Binney had personally led these missions, returning to Sweden by air, on one occasion strapped into the bomb bay of a de Havilland Mosquito bomber. For the Operation Bridford runs, he was given the substantive rank of Commander in the Royal Naval Volunteer Reserve to give him the legal status of commodore of the flotilla in case he were captured. However, at the end of the final Bridford mission, Binney suffered a heart attack and this prevented his participation in Operation Moonshine. Following the war, Binney made a full recovery, but he was forbidden from publishing an account of the Swedish blockade-running on the grounds of secrecy, and his name was not mentioned in connection with the operations when the official history, The War at Sea was published in 1956, although this was rectified in later editions. Nevertheless, an outline of the Swedish operations was released to the press in 1945, who dubbed Binney "the Secret Knight".

==Later career==
After the war, Binney resumed his post at United Steel, where he negotiated major contracts with Iran for the supply of steel rails. He was Vice-President of the Geographical Society again from 1953 to 1957 and was a trustee from 1958 to 1959.

==Honours==
For his work in the Arctic, Binney was awarded the Back Award of the Royal Geographical Society (RGS) in 1927, and the Médaille d'Or de la Roquette of the Société de Géographie. In 1957 he was awarded the Founder's Medal of the RGS.

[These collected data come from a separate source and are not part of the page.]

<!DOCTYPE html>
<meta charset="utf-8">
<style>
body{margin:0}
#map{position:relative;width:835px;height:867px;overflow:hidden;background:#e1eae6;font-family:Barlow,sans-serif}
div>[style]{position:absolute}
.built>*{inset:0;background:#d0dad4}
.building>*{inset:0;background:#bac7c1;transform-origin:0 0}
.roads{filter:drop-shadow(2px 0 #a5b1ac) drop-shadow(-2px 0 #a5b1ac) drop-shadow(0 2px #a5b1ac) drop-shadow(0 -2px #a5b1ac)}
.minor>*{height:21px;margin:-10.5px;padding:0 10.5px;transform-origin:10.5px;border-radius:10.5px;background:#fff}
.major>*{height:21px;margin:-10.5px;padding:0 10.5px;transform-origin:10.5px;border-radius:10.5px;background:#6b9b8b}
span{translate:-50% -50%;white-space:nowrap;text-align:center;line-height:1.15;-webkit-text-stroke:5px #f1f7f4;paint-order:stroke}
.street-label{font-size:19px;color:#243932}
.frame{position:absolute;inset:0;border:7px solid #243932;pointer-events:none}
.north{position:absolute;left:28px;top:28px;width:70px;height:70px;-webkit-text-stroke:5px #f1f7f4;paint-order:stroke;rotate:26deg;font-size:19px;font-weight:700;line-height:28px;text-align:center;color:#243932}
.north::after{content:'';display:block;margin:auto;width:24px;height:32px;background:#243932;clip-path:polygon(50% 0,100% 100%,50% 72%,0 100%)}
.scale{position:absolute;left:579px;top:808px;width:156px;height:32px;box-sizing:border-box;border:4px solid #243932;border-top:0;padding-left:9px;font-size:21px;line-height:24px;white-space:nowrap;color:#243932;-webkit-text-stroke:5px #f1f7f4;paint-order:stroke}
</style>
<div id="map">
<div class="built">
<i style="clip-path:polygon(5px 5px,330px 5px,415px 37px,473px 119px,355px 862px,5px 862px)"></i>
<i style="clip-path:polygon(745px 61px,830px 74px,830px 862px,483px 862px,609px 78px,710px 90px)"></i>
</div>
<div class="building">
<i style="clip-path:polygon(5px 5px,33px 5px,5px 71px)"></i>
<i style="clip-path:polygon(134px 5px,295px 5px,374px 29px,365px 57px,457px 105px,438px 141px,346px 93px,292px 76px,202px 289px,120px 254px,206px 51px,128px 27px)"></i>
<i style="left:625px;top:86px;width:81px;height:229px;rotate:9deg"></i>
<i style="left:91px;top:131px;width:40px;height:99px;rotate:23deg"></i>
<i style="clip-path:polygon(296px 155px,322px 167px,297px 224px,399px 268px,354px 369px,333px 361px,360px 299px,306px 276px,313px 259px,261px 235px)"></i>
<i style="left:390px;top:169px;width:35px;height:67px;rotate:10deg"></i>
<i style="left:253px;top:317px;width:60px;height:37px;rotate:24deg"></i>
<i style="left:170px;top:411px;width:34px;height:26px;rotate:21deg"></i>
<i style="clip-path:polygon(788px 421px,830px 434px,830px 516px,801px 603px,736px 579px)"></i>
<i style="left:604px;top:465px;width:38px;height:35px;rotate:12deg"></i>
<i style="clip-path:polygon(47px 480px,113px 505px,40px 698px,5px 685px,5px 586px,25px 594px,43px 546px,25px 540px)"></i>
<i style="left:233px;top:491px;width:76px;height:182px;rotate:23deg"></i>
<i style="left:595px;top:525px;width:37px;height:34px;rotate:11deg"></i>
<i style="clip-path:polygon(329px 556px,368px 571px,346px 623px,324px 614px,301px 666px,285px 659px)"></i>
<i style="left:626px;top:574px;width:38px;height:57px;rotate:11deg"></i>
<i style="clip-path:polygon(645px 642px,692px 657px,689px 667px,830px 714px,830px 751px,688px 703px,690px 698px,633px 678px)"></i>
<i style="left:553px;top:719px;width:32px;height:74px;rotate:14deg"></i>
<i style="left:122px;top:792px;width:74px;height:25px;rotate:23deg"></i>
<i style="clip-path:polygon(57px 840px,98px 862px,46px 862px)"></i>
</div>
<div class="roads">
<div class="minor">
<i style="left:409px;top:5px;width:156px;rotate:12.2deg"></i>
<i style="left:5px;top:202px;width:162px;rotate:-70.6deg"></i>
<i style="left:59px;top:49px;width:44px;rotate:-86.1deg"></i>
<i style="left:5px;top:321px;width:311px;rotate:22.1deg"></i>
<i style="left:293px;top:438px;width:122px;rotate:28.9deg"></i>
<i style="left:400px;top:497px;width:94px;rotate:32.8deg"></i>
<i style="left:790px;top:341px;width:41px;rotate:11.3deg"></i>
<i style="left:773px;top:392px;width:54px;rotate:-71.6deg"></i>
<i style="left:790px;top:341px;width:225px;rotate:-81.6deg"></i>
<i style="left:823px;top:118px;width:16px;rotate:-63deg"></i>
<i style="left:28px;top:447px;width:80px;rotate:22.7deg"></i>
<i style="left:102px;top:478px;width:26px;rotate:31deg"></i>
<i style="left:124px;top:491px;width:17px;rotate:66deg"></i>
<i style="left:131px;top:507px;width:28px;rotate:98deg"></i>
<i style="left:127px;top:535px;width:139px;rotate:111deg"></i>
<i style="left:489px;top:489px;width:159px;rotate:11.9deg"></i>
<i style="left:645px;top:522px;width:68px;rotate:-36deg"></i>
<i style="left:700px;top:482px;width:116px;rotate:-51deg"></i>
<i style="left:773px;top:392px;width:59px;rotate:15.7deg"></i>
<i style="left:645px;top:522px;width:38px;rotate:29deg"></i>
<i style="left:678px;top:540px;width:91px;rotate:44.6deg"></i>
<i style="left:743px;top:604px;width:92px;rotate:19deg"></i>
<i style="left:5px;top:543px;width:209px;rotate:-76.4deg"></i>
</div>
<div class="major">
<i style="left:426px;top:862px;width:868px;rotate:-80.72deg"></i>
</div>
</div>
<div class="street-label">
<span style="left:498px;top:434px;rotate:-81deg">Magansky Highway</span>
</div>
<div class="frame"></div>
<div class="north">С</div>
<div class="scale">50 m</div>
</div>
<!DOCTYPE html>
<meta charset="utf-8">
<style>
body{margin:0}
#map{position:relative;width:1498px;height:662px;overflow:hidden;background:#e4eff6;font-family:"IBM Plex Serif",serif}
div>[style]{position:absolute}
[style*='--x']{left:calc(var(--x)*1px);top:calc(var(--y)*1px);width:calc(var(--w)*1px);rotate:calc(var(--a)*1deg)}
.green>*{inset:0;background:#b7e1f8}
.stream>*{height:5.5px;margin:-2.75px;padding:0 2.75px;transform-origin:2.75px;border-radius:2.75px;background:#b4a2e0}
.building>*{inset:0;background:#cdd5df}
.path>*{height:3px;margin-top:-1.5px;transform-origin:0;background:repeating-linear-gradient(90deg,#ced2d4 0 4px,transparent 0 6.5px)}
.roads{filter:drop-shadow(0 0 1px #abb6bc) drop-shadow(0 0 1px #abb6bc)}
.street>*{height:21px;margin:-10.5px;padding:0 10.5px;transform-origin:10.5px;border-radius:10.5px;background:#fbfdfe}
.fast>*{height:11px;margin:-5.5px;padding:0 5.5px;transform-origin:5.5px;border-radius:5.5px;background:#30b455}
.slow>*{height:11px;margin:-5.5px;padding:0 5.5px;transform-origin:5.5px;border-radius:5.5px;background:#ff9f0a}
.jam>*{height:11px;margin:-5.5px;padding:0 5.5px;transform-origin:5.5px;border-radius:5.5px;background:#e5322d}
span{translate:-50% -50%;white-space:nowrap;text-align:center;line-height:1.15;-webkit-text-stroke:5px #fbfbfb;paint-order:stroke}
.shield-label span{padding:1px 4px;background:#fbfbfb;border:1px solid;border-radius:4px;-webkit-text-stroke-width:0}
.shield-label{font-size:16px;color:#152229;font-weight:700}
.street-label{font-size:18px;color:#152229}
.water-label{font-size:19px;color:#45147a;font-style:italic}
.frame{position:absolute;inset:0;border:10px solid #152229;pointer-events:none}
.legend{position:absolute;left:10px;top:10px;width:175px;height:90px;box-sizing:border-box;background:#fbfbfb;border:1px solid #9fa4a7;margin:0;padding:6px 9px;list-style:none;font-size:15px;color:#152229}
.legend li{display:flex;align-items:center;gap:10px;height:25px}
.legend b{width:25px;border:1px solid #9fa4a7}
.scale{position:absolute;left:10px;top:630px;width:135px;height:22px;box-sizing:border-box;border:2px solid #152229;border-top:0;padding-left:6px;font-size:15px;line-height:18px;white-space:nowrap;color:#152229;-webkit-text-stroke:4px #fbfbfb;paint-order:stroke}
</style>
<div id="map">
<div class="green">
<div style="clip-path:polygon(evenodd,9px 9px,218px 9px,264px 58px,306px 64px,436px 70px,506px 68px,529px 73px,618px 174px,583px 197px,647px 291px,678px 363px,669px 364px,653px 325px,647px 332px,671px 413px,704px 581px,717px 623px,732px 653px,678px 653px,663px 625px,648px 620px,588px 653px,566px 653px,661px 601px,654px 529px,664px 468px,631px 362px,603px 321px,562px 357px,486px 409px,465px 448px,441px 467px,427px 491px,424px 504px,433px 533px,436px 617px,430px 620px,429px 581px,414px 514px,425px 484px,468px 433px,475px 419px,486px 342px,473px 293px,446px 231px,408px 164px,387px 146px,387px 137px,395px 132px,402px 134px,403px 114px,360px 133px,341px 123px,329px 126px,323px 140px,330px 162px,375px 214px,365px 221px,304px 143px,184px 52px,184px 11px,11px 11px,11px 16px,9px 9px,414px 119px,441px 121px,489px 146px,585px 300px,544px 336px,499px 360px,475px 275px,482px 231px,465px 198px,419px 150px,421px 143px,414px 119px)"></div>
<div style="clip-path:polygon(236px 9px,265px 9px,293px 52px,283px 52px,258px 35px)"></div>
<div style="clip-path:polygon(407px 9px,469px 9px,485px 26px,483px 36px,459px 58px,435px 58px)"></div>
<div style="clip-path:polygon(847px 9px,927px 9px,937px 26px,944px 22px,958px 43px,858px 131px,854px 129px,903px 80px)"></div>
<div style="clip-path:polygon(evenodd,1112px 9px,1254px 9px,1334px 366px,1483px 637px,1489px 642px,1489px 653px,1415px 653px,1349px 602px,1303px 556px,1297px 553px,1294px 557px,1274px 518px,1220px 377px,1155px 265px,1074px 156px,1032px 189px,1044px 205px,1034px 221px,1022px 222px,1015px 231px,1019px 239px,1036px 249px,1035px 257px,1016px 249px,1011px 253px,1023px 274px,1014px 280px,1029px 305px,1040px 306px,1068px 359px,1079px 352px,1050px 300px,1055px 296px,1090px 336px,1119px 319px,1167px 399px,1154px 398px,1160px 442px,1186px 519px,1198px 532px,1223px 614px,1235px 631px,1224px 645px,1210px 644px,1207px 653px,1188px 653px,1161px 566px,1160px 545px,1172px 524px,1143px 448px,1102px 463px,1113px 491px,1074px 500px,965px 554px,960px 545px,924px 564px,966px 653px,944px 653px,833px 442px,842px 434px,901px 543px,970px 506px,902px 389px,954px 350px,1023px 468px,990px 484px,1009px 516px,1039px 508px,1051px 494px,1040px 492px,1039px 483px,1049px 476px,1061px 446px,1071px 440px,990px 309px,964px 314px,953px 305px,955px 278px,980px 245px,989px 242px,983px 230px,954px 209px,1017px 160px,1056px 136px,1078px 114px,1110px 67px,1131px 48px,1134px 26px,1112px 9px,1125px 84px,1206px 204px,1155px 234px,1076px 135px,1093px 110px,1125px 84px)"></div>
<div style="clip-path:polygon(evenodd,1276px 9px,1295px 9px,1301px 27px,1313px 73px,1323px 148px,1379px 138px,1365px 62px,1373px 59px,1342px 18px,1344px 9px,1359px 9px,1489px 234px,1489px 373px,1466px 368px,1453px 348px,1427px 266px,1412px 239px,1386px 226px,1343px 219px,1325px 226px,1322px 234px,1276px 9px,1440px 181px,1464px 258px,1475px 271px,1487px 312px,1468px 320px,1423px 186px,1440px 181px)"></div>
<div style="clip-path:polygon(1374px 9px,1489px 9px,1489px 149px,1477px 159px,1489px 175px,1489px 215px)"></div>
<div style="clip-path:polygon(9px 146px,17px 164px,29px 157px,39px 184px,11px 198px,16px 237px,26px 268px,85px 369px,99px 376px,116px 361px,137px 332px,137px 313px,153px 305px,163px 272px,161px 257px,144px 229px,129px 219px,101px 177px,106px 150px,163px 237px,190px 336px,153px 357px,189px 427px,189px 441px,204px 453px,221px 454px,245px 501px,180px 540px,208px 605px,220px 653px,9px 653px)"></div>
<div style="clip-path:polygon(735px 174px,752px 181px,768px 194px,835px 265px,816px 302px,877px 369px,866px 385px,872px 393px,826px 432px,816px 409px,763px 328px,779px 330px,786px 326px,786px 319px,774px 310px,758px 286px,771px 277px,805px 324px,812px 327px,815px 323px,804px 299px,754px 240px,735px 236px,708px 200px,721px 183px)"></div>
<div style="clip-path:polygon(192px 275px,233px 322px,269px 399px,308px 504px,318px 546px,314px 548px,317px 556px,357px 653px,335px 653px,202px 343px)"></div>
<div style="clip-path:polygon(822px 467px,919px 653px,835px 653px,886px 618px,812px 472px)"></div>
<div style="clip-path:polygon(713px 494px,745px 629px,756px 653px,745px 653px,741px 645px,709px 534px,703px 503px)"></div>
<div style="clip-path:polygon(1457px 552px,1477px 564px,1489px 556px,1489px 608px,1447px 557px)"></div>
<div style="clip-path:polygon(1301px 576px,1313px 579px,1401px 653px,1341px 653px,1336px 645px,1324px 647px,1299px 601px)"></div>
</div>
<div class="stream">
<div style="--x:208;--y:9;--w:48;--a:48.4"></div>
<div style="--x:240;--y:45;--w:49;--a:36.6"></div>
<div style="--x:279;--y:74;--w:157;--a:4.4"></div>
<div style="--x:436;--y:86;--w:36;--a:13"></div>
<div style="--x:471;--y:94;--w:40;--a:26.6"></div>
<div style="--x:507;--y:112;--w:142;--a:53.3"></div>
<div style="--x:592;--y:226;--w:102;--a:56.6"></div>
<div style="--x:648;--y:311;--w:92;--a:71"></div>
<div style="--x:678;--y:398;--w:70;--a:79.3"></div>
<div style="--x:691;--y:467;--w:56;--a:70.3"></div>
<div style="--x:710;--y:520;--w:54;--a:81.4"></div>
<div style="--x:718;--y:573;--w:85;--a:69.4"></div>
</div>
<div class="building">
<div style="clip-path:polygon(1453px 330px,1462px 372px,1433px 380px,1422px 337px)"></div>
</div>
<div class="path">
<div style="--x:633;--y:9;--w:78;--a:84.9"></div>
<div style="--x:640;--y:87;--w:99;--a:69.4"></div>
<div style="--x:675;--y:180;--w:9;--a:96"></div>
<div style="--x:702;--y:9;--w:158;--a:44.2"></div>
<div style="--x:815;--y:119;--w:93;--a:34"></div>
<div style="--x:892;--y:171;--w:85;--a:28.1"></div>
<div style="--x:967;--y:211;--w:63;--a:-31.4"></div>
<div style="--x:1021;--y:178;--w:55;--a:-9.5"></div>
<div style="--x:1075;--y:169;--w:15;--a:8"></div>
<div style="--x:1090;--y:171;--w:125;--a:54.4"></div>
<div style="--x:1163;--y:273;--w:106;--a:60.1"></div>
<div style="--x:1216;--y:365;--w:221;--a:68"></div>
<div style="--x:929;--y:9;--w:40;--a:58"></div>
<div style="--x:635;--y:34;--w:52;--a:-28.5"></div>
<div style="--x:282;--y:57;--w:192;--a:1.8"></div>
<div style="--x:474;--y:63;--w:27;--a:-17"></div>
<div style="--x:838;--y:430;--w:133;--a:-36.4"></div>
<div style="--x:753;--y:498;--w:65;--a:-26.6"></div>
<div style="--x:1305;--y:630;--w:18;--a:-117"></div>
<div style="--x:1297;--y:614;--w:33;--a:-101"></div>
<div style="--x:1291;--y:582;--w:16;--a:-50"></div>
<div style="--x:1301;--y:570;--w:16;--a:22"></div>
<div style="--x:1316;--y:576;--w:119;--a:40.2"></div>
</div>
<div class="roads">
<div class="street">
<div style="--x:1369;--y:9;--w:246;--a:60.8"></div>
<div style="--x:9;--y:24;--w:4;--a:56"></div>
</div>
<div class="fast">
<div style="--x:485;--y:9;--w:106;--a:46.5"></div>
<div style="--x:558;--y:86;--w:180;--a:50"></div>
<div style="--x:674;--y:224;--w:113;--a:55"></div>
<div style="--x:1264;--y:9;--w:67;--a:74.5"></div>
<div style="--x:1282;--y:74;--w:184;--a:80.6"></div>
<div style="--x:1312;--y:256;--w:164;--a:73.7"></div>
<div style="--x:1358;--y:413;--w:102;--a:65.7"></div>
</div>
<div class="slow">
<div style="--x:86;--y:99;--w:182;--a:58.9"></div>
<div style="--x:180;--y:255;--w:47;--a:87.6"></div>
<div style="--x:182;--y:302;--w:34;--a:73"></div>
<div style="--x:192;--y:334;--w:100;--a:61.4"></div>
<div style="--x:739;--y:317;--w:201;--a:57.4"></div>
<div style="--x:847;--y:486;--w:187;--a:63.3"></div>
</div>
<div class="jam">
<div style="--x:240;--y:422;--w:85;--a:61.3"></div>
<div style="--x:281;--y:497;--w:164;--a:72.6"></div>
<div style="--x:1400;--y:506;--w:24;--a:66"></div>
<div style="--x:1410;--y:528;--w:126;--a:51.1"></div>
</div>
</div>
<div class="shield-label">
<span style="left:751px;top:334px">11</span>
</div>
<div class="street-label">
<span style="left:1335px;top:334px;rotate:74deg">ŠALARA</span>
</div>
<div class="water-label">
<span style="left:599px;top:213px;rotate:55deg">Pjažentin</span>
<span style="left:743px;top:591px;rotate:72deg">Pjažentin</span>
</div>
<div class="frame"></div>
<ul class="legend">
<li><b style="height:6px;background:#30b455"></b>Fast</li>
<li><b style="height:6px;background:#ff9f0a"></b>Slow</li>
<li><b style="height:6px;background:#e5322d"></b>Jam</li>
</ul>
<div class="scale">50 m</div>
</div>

Binney received a knighthood in the 1941 Birthday Honours List "for special services in the supply of war material". and awarded a Distinguished Service Order in 1944 "for outstanding leadership and skill". He was awarded the Patron's Medal of the Royal Geographical Society in 1957 ("For contributions to Arctic exploration ... the pioneer use of the air survey technique … and to the development of the university exploring expedition").

==Private life==
Binney acquired Horham Hall, Essex as his residence, later living in Jersey, where he died. He was married twice, in 1946 to Evelyn Mary Fane (they divorced in 1954), and in 1955 to Sonia Simms.

==Selected publications==
- Binney, George (1925) With Seaplane and Sledge in the Arctic - The account of the 1924 Oxford Arctic Expedition, London, Hutchinson & Co
- Binney, George (1929) Hudson Bay in 1928. Geographical Journal, Vol 74, No 1, pp. 1–27
- Binney, George (1931) The Eskimo Book of Knowledge, London, Hudson's Bay Co.